LoadingZINC21

From DISI
Revision as of 17:08, 2 December 2022 by Khtang (talk | contribs) (→‎Load 2d)
Jump to navigation Jump to search

Load 2d

Scripts mentioned below are saved in /nfs/home/khtang/exa/ZINC21_load2d/zinc21_load_scripts

export SCRIPT='/nfs/home/khtang/exa/ZINC21_load2d/zinc21_load_scripts'
source $SCRIPT/loadenv_zinc21.sh

1a. Extract smiles from sdf

csh $SCRIPT/1a_smiles_extraction.csh <sdf> <id_field_name>

(Optional) 1b.
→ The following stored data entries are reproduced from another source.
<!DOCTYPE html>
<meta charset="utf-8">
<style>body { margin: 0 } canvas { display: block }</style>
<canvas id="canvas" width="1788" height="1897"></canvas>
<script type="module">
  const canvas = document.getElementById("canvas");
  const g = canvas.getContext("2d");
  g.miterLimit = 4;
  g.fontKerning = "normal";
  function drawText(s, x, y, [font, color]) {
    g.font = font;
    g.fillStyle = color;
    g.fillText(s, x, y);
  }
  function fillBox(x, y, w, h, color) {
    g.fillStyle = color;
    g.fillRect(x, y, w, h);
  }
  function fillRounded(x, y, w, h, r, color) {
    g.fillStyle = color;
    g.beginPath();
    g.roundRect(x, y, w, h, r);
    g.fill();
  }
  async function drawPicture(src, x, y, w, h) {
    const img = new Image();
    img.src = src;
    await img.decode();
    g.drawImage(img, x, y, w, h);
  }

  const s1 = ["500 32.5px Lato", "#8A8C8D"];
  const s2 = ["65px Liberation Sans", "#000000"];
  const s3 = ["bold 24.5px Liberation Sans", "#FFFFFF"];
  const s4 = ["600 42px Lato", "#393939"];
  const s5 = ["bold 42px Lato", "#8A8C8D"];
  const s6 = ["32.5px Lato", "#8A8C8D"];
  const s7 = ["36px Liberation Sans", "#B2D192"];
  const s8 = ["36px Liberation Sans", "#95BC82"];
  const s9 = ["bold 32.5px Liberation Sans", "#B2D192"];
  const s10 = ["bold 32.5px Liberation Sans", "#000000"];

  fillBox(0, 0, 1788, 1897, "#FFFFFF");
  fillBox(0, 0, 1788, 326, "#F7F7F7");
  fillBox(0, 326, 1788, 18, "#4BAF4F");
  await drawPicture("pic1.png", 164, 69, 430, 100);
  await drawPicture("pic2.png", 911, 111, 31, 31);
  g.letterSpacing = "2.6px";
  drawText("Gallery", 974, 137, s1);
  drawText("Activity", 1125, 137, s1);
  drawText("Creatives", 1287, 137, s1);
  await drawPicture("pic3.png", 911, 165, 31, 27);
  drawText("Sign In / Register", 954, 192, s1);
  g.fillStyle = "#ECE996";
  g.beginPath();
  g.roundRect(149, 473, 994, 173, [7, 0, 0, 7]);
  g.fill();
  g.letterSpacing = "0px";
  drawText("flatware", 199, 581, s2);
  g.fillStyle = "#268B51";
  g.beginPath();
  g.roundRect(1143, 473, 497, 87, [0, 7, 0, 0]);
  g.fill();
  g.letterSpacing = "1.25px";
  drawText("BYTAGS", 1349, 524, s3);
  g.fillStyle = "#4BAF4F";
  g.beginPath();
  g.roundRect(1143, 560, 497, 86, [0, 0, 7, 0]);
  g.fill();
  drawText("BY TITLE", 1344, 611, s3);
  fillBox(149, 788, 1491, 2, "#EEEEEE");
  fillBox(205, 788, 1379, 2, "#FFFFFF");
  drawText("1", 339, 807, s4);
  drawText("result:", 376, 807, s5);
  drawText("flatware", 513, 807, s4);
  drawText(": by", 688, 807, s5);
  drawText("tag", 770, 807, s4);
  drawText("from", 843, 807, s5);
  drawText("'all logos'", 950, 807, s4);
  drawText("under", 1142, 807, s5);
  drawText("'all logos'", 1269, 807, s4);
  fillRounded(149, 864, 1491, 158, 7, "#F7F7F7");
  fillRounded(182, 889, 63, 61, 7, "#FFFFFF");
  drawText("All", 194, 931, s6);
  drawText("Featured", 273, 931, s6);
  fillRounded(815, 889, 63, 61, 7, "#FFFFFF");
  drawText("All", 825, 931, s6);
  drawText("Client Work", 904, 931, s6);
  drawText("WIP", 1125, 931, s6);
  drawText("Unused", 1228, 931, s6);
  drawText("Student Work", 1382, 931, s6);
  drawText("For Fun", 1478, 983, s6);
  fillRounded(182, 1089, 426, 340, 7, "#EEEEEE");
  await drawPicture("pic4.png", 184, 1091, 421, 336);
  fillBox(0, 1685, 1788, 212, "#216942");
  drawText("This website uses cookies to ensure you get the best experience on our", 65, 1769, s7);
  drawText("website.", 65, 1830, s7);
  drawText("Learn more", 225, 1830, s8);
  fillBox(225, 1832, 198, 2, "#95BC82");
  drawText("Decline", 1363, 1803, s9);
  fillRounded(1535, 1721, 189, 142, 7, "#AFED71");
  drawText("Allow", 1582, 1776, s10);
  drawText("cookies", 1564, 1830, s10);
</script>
Price filter

csh $SCRIPT/1b_filter.csh <csv> <smallest pack size price field name> <shortname> #shortname shouldn't be contain any price suffix ie chbr, chbr-v

2. Submit job

mkdir <short_name>
mv <smiles file> <short_name>/<short_name>.ism
cd <short_name>
sh /nfs/exa/work/khtang/ZINC21_load2d <short_name>.ism

3. Process outputs

csh $SCRIPT/3_process_outputs.csh

4. Depletion

source $SCRIPT/loadenv_zinc21.sh
csh $SCRIPT/4_depletion.csh <full/increment>

Load 2d (OLD)

1. Extract smiles from sdf done on csh

source /nfs/exa/work/khtang/ZINC21_load2d/loadenv_zinc21.sh
source ~jji/cshrc.save
pc2unix <sdf>
source ~teague/virtualenvs/zinc/env.csh
zincload-sdf --id-field <id_field> --name <catalog_name> <sdf>

2. Submit job

source /nfs/exa/work/khtang/ZINC21_load2d/loadenv_zinc21.sh
mkdir <short_name>
mv <smiles file> <short_name>/<short_name>.ism
cd <short_name>
sh /nfs/exa/work/khtang/ZINC21_load2d <short_name>.ism

3. Depletion

find outputs -name '51-*-ids.tsv' | xargs sort -n -u > list
find outputs -name '*.filtered' | xargs cat > filtered
find outputs -name '14-neutralize.log' |xargs cat | grep -v processed > errors
sort -n  list > list2
wc -l list filtered errors list2 //check if most of molecules are successfully loaded on ZINC
#source ZINC21 envs **must run on bash shell**
source /nfs/exa/work/khtang/ZINC21_load2d/loadenv_zinc21.sh
zinc-manage -e admin admin catalogs deplete -C 10000 <short_name> list2
csh /nfs/ex9/work/khtang/move.csh